6 thoughts on “How, When, and Why to Audit Your Personal Budget”

  1. Usually not an “official” audit. But by knowing the amount of money required for necessities is imperative for building an emergency fund. Some may be able to save 3-6 months of expenses (more like 8-12 months in my mind these days), others may not.
    I dislike the word budget. All money is intended to be “spent” – just a matter of on what and when. Technically you “spend” money from your paycheck for savings and retirement – money to be spent later.
    Another good habit (IMHO) is having a list of appliances, mechanics, and maintenance (roof, windows etc., brakes, oil changes etc.). Finding the average life span and cost of a stove, furnace, roof etc. is not hard. Again, you might not be able to save all that you need but perhaps enough to pay for a certain percentage.
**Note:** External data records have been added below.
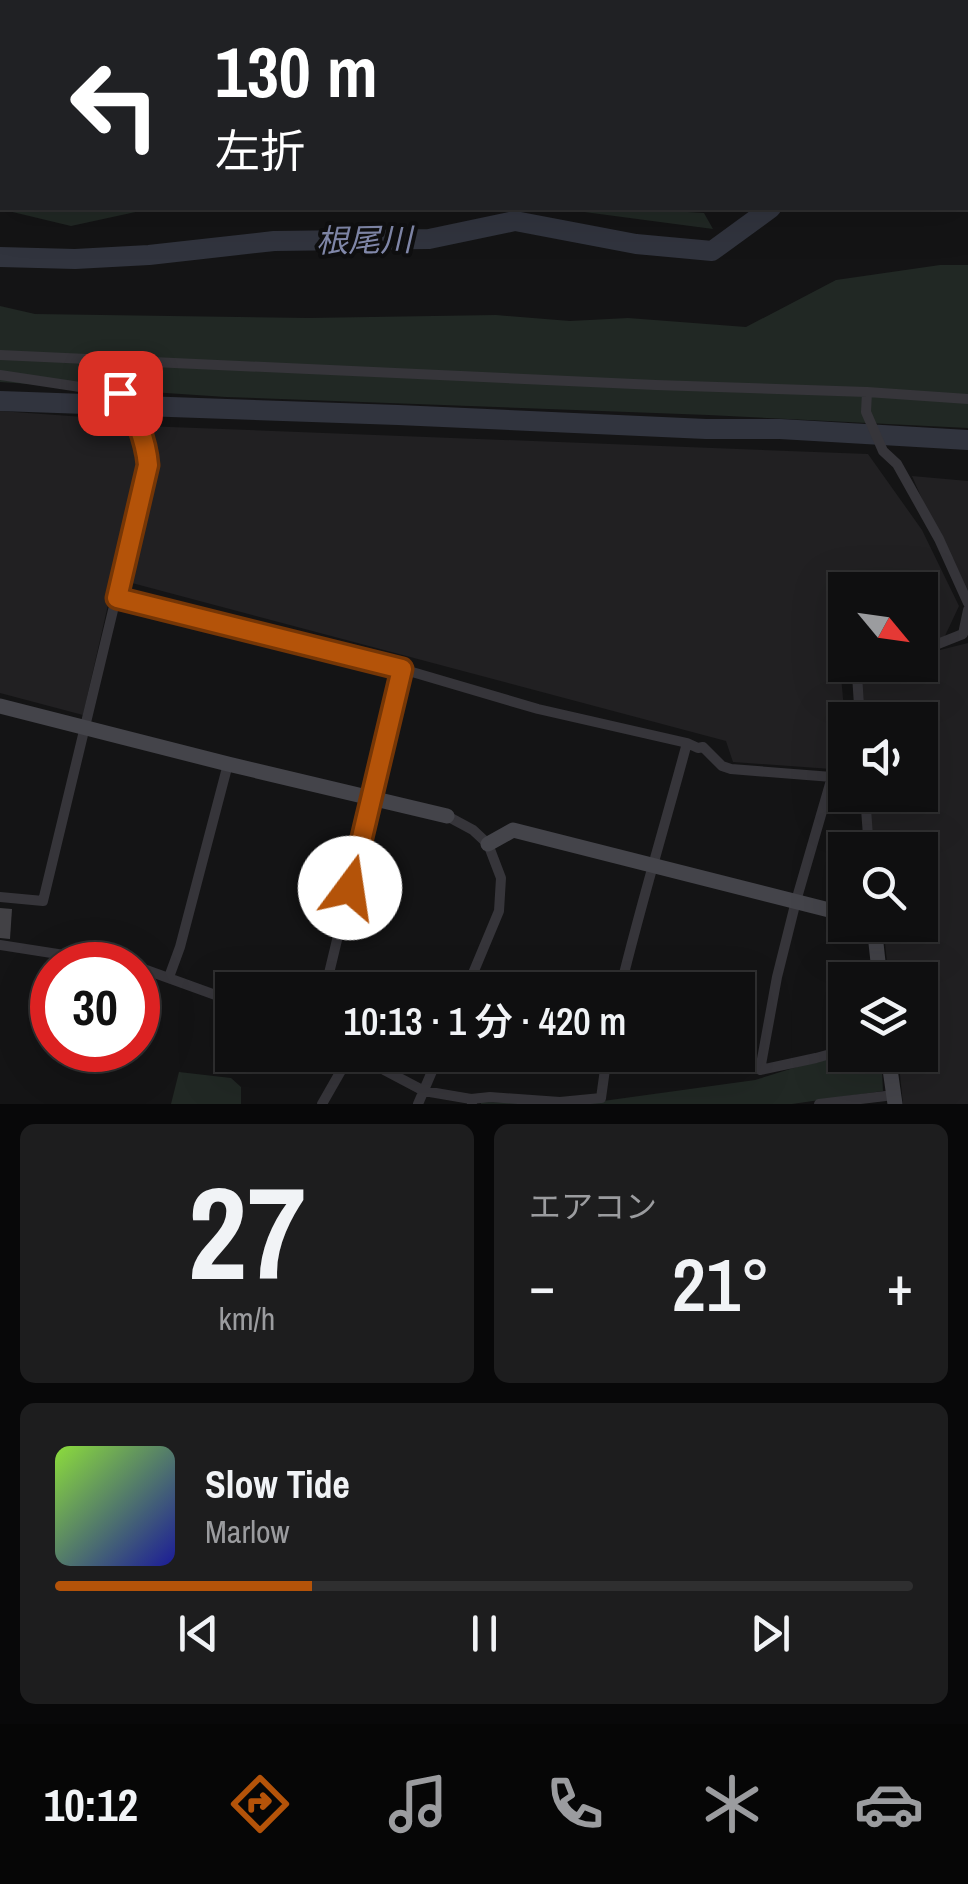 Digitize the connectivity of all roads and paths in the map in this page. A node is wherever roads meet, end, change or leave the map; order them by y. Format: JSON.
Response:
{"nodes":[{"id":1,"x":0,"y":355,"type":"edge"},
{"id":2,"x":0,"y":375,"type":"edge"},
{"id":3,"x":867,"y":392,"type":"junction"},
{"id":4,"x":968,"y":399,"type":"edge"},
{"id":5,"x":117,"y":598,"type":"junction"},
{"id":6,"x":968,"y":607,"type":"edge"},
{"id":7,"x":938,"y":644,"type":"edge"},
{"id":8,"x":402,"y":669,"type":"junction"},
{"id":9,"x":0,"y":706,"type":"edge"},
{"id":10,"x":87,"y":726,"type":"junction"},
{"id":11,"x":687,"y":742,"type":"junction"},
{"id":12,"x":228,"y":764,"type":"junction"},
{"id":13,"x":372,"y":797,"type":"junction"},
{"id":14,"x":447,"y":816,"type":"joint"},
{"id":15,"x":488,"y":844,"type":"junction"},
{"id":16,"x":654,"y":866,"type":"junction"},
{"id":17,"x":0,"y":898,"type":"edge"},
{"id":18,"x":796,"y":901,"type":"junction"},
{"id":19,"x":828,"y":909,"type":"edge"},
{"id":20,"x":0,"y":946,"type":"edge"},
{"id":21,"x":30,"y":950,"type":"edge"},
{"id":22,"x":329,"y":972,"type":"edge"},
{"id":23,"x":474,"y":972,"type":"edge"},
{"id":24,"x":624,"y":972,"type":"edge"},
{"id":25,"x":160,"y":974,"type":"edge"},
{"id":26,"x":169,"y":977,"type":"junction"},
{"id":27,"x":215,"y":995,"type":"edge"},
{"id":28,"x":828,"y":1055,"type":"edge"},
{"id":29,"x":342,"y":1072,"type":"edge"},
{"id":30,"x":387,"y":1072,"type":"edge"},
{"id":31,"x":432,"y":1072,"type":"edge"},
{"id":32,"x":605,"y":1072,"type":"edge"},
{"id":33,"x":891,"y":1072,"type":"edge"},
{"id":34,"x":424,"y":1091,"type":"junction"},
{"id":35,"x":895,"y":1099,"type":"edge"},
{"id":36,"x":472,"y":1102,"type":"edge"},
{"id":37,"x":322,"y":1104,"type":"edge"},
{"id":38,"x":418,"y":1104,"type":"edge"},
{"id":39,"x":818,"y":1104,"type":"edge"}],
"edges":[{"from":1,"to":3,"type":"street"},
{"from":2,"to":5,"type":"street"},
{"from":3,"to":4,"type":"street"},
{"from":3,"to":6,"type":"street"},
{"from":5,"to":8,"type":"street"},
{"from":5,"to":10,"type":"street"},
{"from":6,"to":7,"type":"street"},
{"from":8,"to":11,"type":"street"},
{"from":8,"to":13,"type":"street"},
{"from":9,"to":10,"type":"street"},
{"from":10,"to":12,"type":"street"},
{"from":10,"to":17,"type":"street"},
{"from":11,"to":16,"type":"street"},
{"from":11,"to":18,"type":"street"},
{"from":12,"to":13,"type":"street"},
{"from":12,"to":26,"type":"street"},
{"from":13,"to":14,"type":"street"},
{"from":13,"to":22,"type":"street"},
{"from":14,"to":15,"type":"street"},
{"from":15,"to":16,"type":"street"},
{"from":15,"to":23,"type":"street"},
{"from":16,"to":18,"type":"street"},
{"from":16,"to":24,"type":"street"},
{"from":18,"to":19,"type":"street"},
{"from":18,"to":28,"type":"street"},
{"from":20,"to":21,"type":"street"},
{"from":25,"to":26,"type":"street"},
{"from":26,"to":27,"type":"street"},
{"from":29,"to":37,"type":"street"},
{"from":30,"to":34,"type":"street"},
{"from":31,"to":34,"type":"street"},
{"from":32,"to":36,"type":"street"},
{"from":33,"to":35,"type":"street"},
{"from":34,"to":36,"type":"street"},
{"from":34,"to":38,"type":"street"},
{"from":35,"to":39,"type":"street"}]}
OR take advantage of a good deal before necessity makes a poor bargain as the saying goes.

  2. I replentish the stored food as sales and community pantry free food allow. I eat as seasonal as possible. Last nights dinner was stirfry. 20 minutes to cook some rice while I cooked 4 oz thin sliced beef, 1/2 onion diced, 1 tiny sweet pepper small diced, 5 sugar pod peas, 7 green beans, some garlic powder, salt, black pepper, and soysauce. Mixed into hot rice and split it between 2 bowls. Lime slices in cold tap water. 5 big limes were $.99 on the discount produce rack. We either eat or can Ieftovers. Leftover soup with fresh baked bread is another favorite.
    Food is an easy pIace to save money. Yes there are usually other places to save money but often you are locked into a TV or phone contrct.

  3. My daughter makes more than twice as much as my husband and I put together and yet she is still borrowing money from us! She’s giving $120 dollars per week to the bank for overdraft charges!
    I personally have started writing articles on how to save money too! Now is not the time to be wasteful in expenses. Maybe someone else will listen to my advice!
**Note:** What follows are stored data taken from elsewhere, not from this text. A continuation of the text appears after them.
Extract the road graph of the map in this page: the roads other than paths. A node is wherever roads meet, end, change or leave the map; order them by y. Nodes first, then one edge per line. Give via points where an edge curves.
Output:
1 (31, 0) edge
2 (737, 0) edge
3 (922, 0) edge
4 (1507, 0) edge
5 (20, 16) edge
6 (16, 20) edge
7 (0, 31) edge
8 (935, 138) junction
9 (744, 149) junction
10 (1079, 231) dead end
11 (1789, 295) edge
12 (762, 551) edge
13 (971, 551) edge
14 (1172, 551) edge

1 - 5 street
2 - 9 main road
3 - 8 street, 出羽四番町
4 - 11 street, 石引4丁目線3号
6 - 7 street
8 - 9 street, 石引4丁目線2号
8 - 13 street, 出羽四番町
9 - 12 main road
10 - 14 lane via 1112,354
    Maybe my daughter will read your article! You have done well in your argument!

  4. My biggest expense is gasoline. I use it for generators and vehicles. Just to check mail is a five mile drive one way. To get gas is 25 miles one way. The nearest decent grocery store is about 100 miles away. My corner cutting is we have no TV or cable. We do have internet. Our phone is a monthly flip phone not a smart phone. We have just one. We use it for when one of us is on the road (no cell reception on our property). Our other phone is VIOP. We only pay for the minutes we use. Our cars have liability on them except for my packard which has la little bit more insurance. All our cars are old (20 plus years). Our water well is on solar. When the sun is out it pumps. We are off grid. We don’t buy fancy cloths. Movie night is we buy a DVD once in a blue moon and watch it together on our computer. My other form of entertainment is reading books or weaving. Right now I have no debt, but due to the drought, we are needing a new well. My current well is down 700 feet. The cost these days just to drill a well is running $40 a foot, but does not include the pump or pipe. We are putting as much away as possible to keep from taking a big loan. We already have the extra solar panels. By choice I don’t have a credit or debit card. My husband has a debit card, but also a lowes and tractor supply card. They are paid off in full each payday. The only reason for those two credit cards is for the 5% discounts. Our house is slowly (very slowly) being built while we live in it as we can afford it. We have no mortgage or land payments. We are both retired and choose to live within our means. We use to live just under our means, but that is getting harder each day. We do have a spreadsheet that keeps track of everything we spend. Even a cup of coffee or candy bar is put under dining out.

  5. I do noy budget per se.
    I have written down my fixed expenses and that’s about it. What I do is withdraw $120 a week and that is my gas, grocery, and incidental money. When I run out, I am done spending. Most of the time I have a lot left over and that goes into savings or my “stash” as I like to call it. Yes, I do keep cash in the house in case of an emergency or a bank closing. My system is simple. No spreadsheets or complicated fussiness.